[clue-tech] sshd authorization strategies

Jed S. Baer cluemail-jsb at freedomsight.net
Wed Sep 12 18:51:25 MDT 2007


On Wed, 12 Sep 2007 10:47:13 -0600
Dan Harris wrote:

>  The sticky part of the problem is that I also have a 
> "backup server" that connects via ssh ( as root, by RSA key
> authentication only ) to backup files over the network. The backup
> server is not Internet-facing.

What software are you using for backups?

I do nightly rsync backup from the CLUE server to my home machine.

The CLUE server doesn't allow remote root logins at all, but I need the rsync process there to be able to read all files.

So, I created a jbaer_rsync account.
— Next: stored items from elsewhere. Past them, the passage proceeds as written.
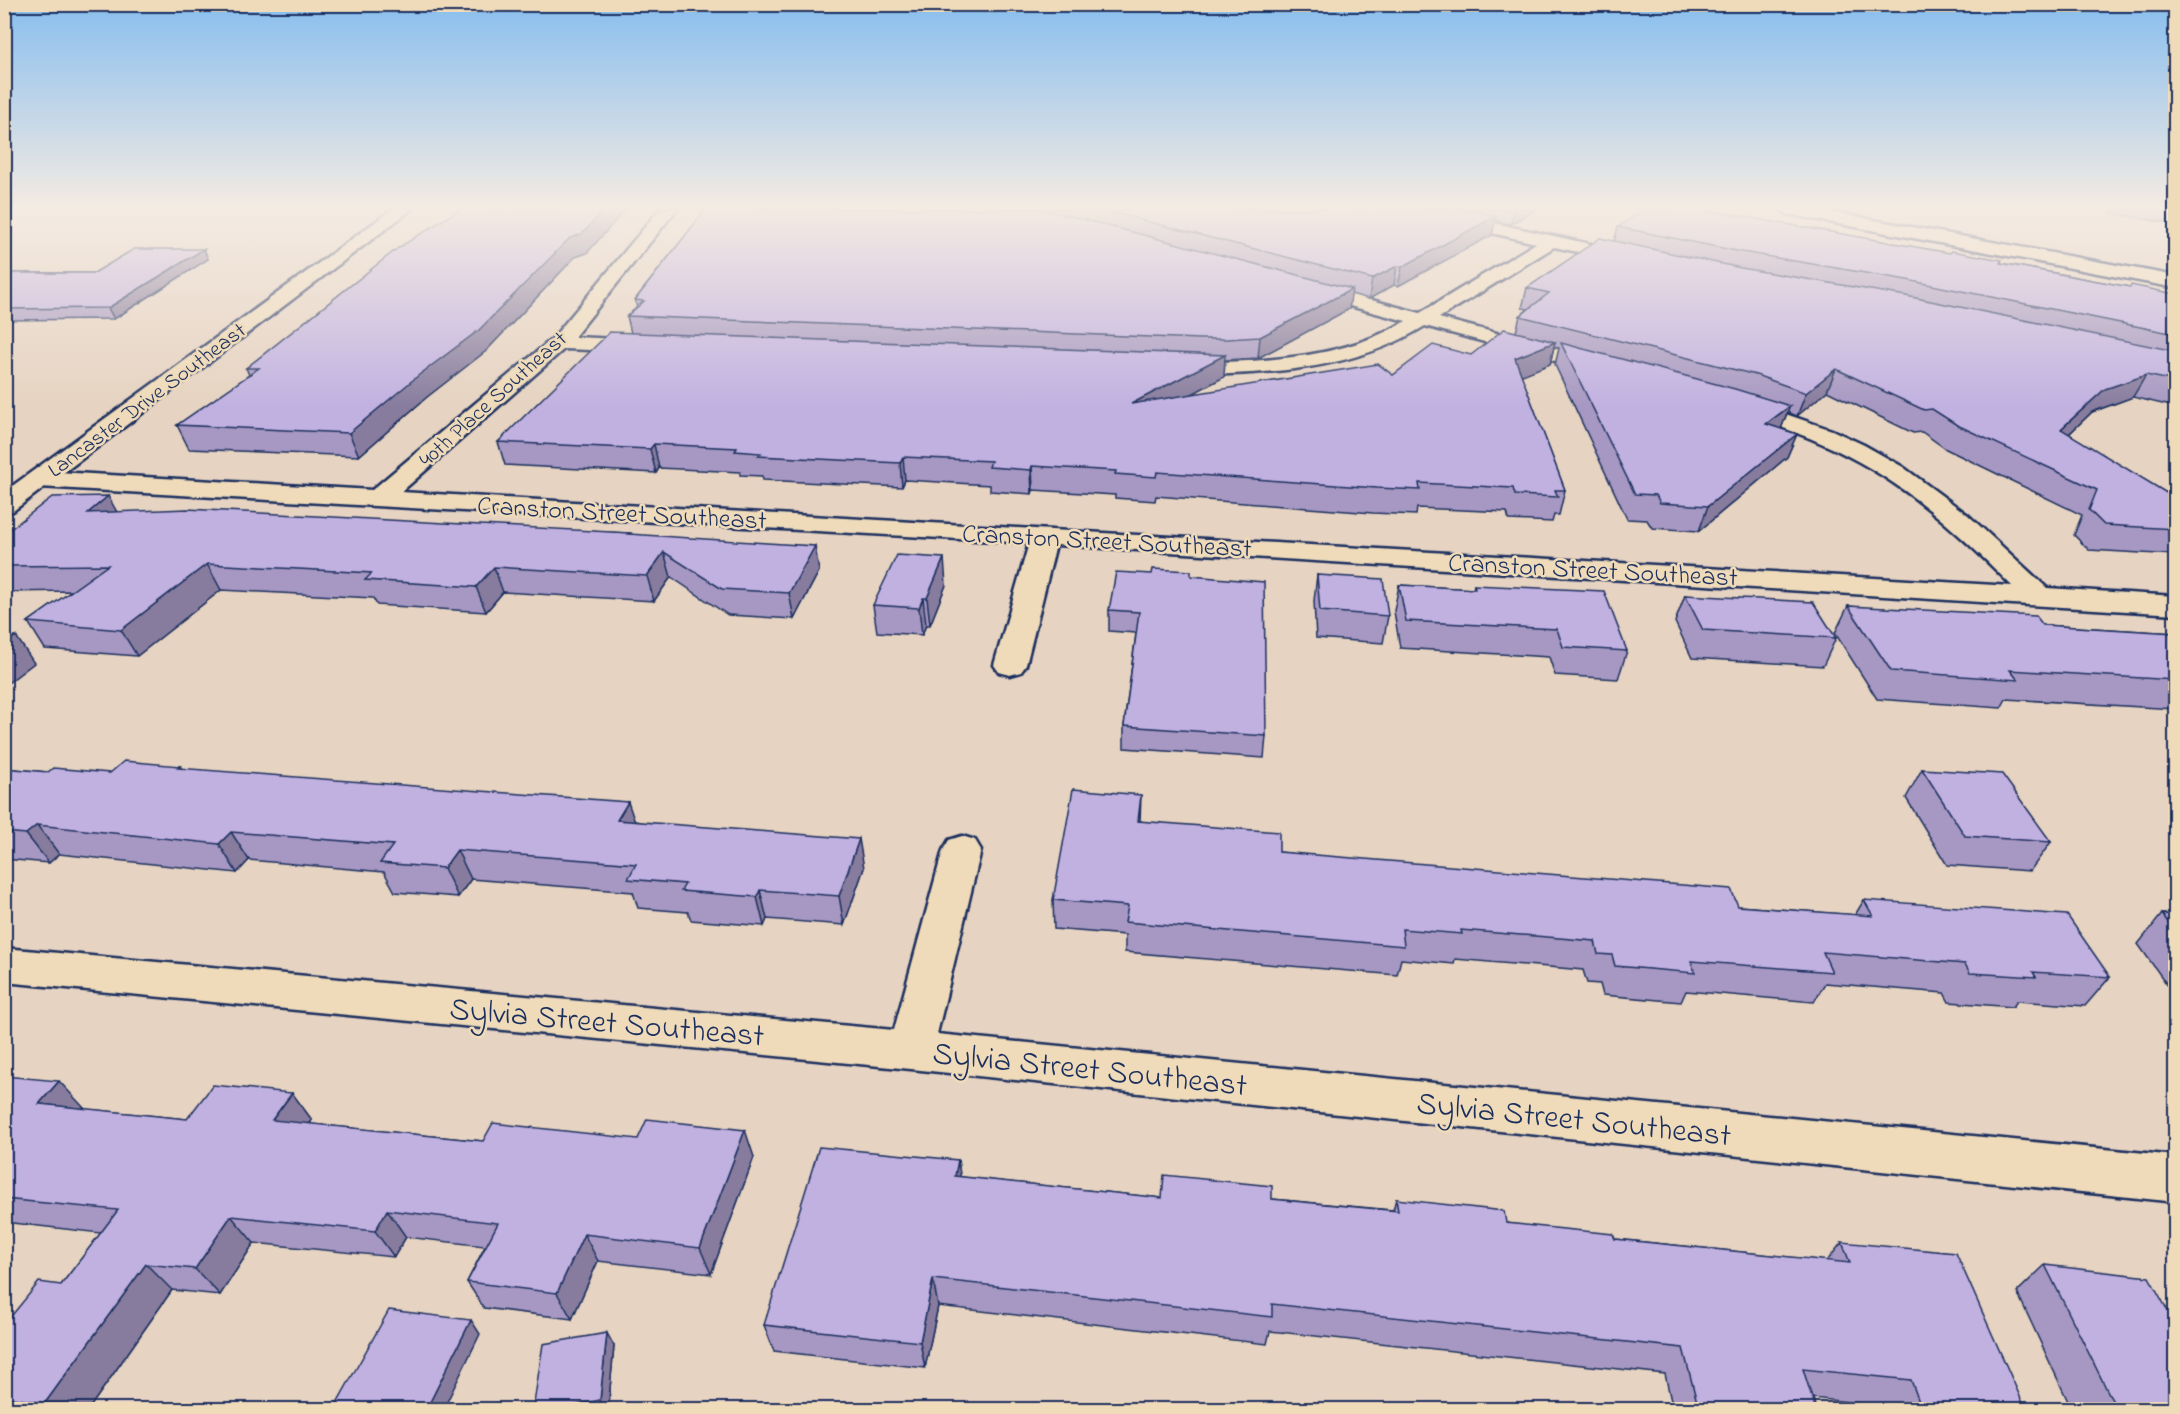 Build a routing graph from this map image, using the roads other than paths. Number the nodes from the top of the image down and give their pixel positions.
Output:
1 (315, 275) edge
2 (615, 275) edge
3 (1493, 275) edge
4 (2138, 275) edge
5 (2175, 282) edge
6 (1287, 284) edge
7 (1423, 319) junction
8 (559, 343) junction
9 (666, 347) edge
10 (1164, 368) edge
11 (1615, 371) edge
12 (1728, 402) edge
13 (39, 479) junction
14 (378, 498) junction
15 (4, 505) edge
16 (1045, 536) junction
17 (2037, 595) junction
18 (2175, 605) edge
19 (1010, 665) dead end
20 (962, 850) dead end
21 (4, 965) edge
22 (911, 1050) junction
23 (2175, 1179) edge

1 - 13 main road, Lancaster Drive Southeast
2 - 8 main road, 40th Place Southeast
3 - 7 main road
4 - 5 main road
6 - 7 main road
7 - 10 main road
7 - 11 main road
8 - 9 main road
8 - 14 main road, 40th Place Southeast
12 - 17 main road
13 - 14 main road, Cranston Street Southeast
13 - 15 main road, Lancaster Drive Southeast
14 - 16 main road, Cranston Street Southeast
16 - 17 main road, Cranston Street Southeast
16 - 19 main road
17 - 18 main road, Cranston Street Southeast
20 - 22 main road
21 - 22 main road, Sylvia Street Southeast
22 - 23 main road, Sylvia Street Southeast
That account has sudo to kick off rsync. It's restricted to doing only that, by restricting it's command via the .ssh/authorized_keys file. So, as root on my home machine, I generated an ssh key pair, then uploaded the public key to that file. My root cron job that kicks off rsync logs in as jbaer_rsync using the ssh key.

Here's the first bit of authorized_keys:

command="/usr/local/bin/rsync_wrapper.sh" ssh-dss AAAAB3NzaC1kc3MAAAEBAKNT

The command option forces that command to run. That shell script uses sudo to kick off rsync on the CLUE server.

So, in your situation, you maybe could create a backup user that you put in the group that you allow with allow_groups. You have no remote root logins allowed. You might have to dig a bit to come up with the command that your backup program invokes on the server.

YMMV; I have no idea if this'll work with backup software other than rsync.